Un consejo para quien me lo pida

Enseñan los Sabios que no hay que juzgar al amigo hasta que no estemos en sus exactas mismas condiciones.
Como es evidente, jamás esa condición podrá darse, puesto que no hay un ser humano que sea idéntico al otro en ninguno de los cinco planos de existencia (físico, emocional, social, mental y espiritual).
¡Ni siquiera se logra entre gemelos!

Por tanto, es necesario evitar el juzgar al prójimo.
No obstante, es la propia Torá la que nos impone que SÍ juzguemos sus acciones, cuando eso sea necesario y siguiendo los adecuados procedimientos para realizarlo.
Porque, la justicia NO depende de Dios, sino de los hombres.
Eso es lo que explícitamente demanda la Torá y debe ser comprendido y aplicado.
Por supuesto que existe la justicia Divina, por lo cual nadie escapa de rendir cuentas y de pagar por sus deudas o ser recompensado por sus méritos. Pero, esto no quita nuestra obligación de que la justicia terrenal sea aplicada y que sea posible que esto suceda.
No es casualidad, no debe ser tomado a la ligera, que uno de los Siete Mandamientos para las Naciones, que TODO gentil debe conocer y cumplir, sea el mandamiento de que haya cortes de justicia en cada sociedad.

Veamos ahora la breve pero profunda enseñanza del póster: “Si no te pidieron el consejo, ¡cállate la boca!”.
En principio parece que no está vinculado al tema de la justicia, ¿no?
Sin embargo, cuando nos detenemos un instante a profundizar descubrimos al menos un par de relaciones.

La primera: dar consejos es gratis, por eso se hace tan a menudo.
Por eso se abre la boca con tanta facilidad.
Por eso uno se dedica a conjeturar y pretender arreglar la vida del otro disparando un par de frases, copiando unas ideas tomadas de internet.
Pero, un consejo es una valoración, un juicio, una instrucción para enfrentar una situación.
Por lo cual, aunque hay consejos que son extremadamente inteligentes y valiosos, solamente deben ser dados cuando el destinatario los quiere y los pide.
Porque si no, estamos violando su privacidad, invadiendo su independencia, provocando que esté cercado por una impotencia que no era necesaria.
Es decir, estamos apresurando un juicio cuando no es lo apropiado.

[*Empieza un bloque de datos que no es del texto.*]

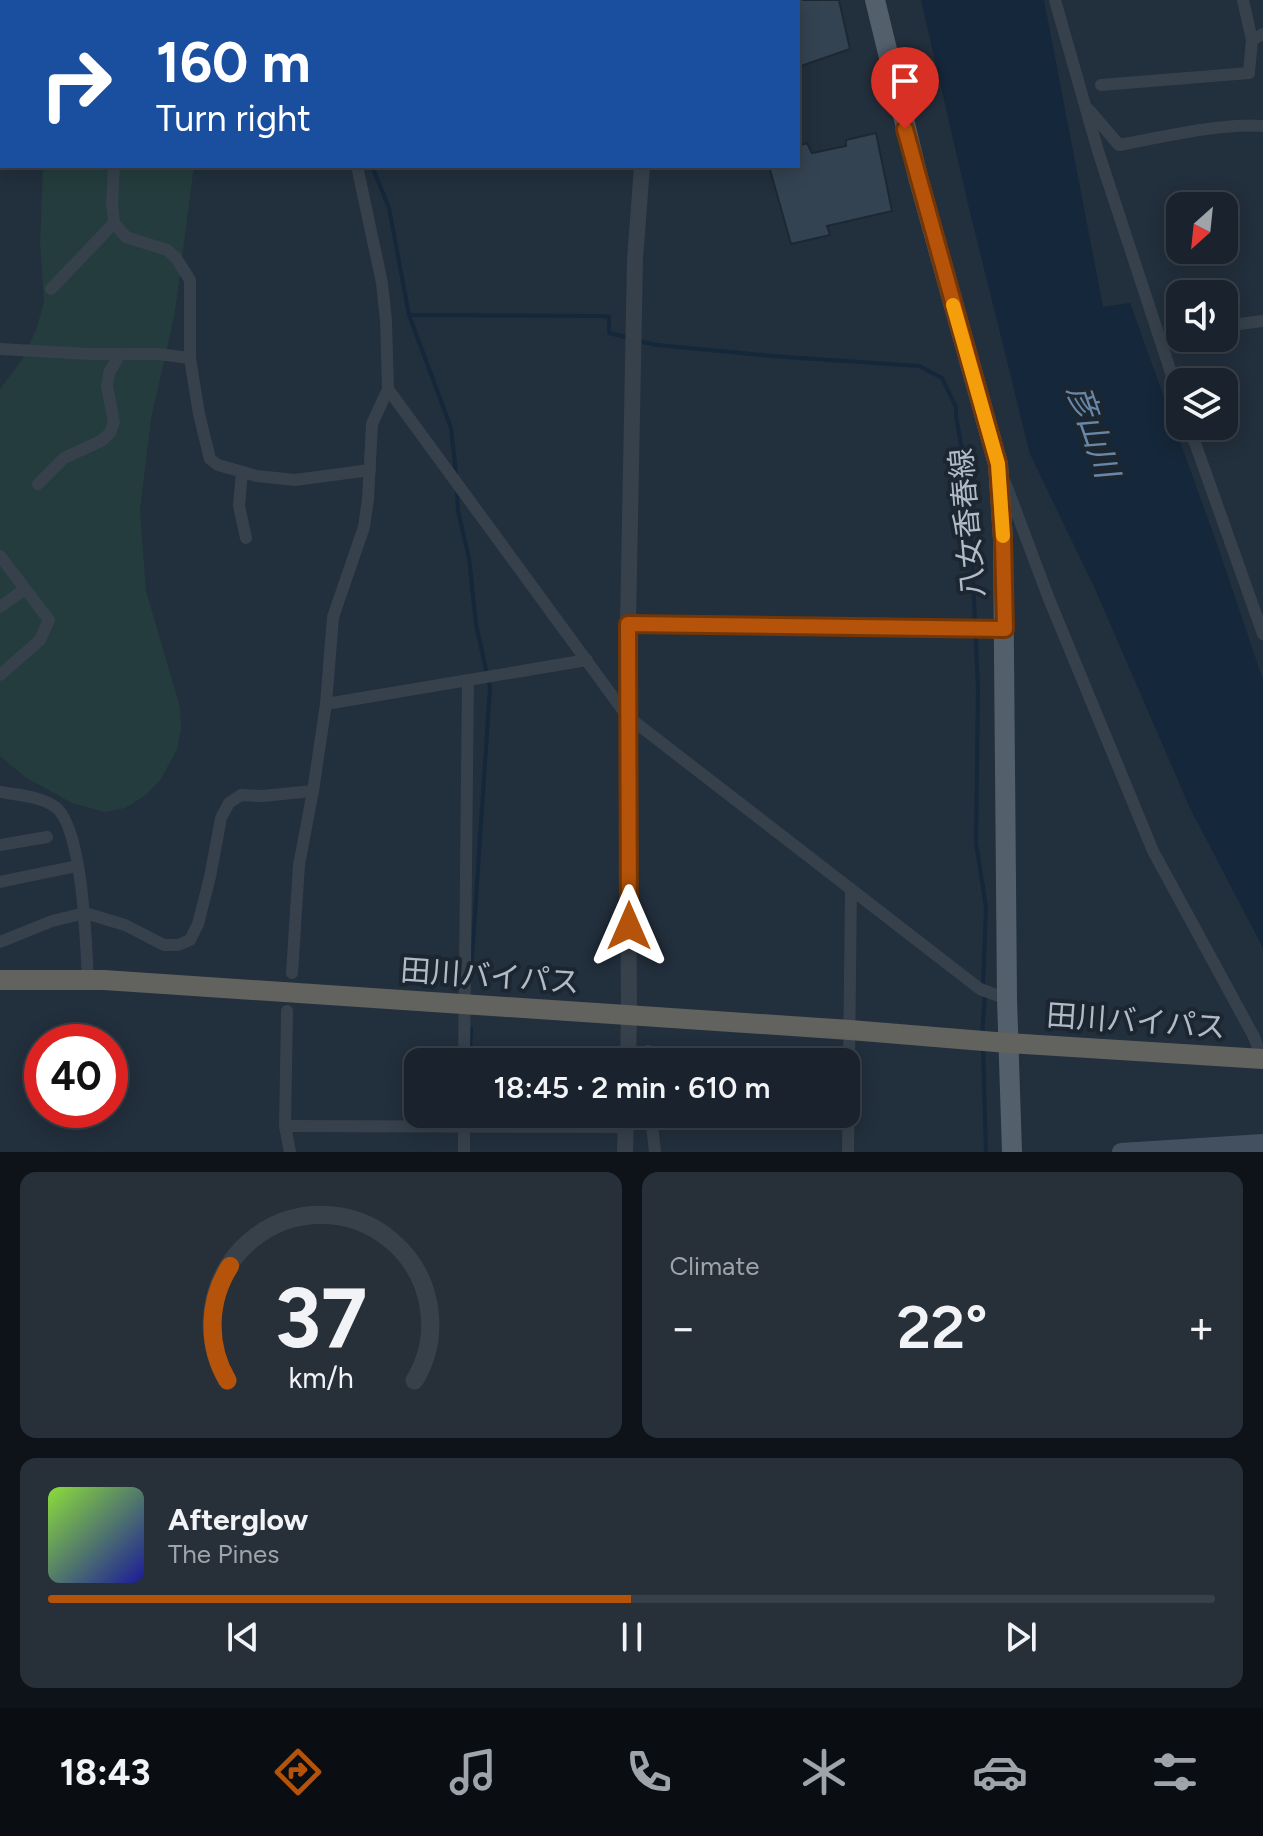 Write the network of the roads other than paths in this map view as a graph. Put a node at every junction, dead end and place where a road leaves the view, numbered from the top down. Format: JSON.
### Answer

La segunda: aquel que aconseja de forma entrometida suele ver al aconsejado desde arriba.
Como juzgándose superior en tanto el otro es menos capaz, inteligente, apto, consciente, espiritual, o lo que fuera.
El consejero sin permiso está incurriendo en un juicio desinformado, provocando con ello el malestar.

Por lo cual, cierra la boca y guárdate tu consejo para ti; a no ser que el aconsejado te pida tu opinión; la cual debería ser dada con amabilidad, respeto, mesura, comprensión, humildad.
Cosa que no suele ser muy frecuente en quien peca de aconsejar…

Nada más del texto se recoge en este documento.